Impeachments in Bayelsa, Oyo, Ekiti and Anambra states over the past 12 months were all similarly controversial.
EMERGENCY RULE
Obasanjo declared a state of emergency last month in southwestern Ekiti after a chaotic impeachment there resulted in three people claiming to be governor.
Many analysts believe the impeachments are part of a plan to cause chaos across Africa's most populous country, giving a pretext for Obasanjo to declare a wider state of emergency and postpone the elections. He has denied this.
"This was a gestapo removal. The government wants to create anarchy and sustain itself in power," said Abubakar Momoh, political science lecturer at Lagos State University.

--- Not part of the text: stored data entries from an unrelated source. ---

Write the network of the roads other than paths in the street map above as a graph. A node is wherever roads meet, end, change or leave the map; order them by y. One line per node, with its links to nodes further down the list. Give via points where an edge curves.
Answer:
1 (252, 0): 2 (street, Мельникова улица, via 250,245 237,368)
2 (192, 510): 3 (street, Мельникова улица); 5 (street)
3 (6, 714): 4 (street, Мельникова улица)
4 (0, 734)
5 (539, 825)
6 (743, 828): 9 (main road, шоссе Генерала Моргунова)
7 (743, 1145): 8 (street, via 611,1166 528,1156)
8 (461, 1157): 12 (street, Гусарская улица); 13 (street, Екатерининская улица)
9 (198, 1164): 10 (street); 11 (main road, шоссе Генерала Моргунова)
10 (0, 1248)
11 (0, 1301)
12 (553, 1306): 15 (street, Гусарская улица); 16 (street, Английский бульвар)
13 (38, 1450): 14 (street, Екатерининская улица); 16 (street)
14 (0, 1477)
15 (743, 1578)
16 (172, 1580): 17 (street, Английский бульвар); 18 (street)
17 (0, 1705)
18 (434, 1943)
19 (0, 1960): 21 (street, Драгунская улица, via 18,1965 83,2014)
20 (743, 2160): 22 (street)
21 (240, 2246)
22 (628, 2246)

Nigerians are due to elect their president, state governors and lawmakers next April in polls that should mark the first democratic handover from one government to the next since Africa's top oil producer gained independence in 1960.
Obasanjo has assured that the elections would be free, fair and on schedule but with increasingly fierce power struggles both in the states and at the national level, many Nigerians fear they could be derailed.
Dariye is an ally of Vice President Atiku Abubakar, who is locked in a power struggle with Obasanjo. Dariye's supporters decamped to an opposition party last year when the ruling People's Democratic Party suspended him over corruption.
Dariye was impeached at an unannounced sitting of a faction of the state house of assembly at dawn on Monday, which was not attended by any members of the press or public.
Six members of the assembly's 24 had argued that they constituted a two-thirds majority on the grounds that the 14 members who decamped to the opposition had vacated their seats. The issue is being disputed in the courts.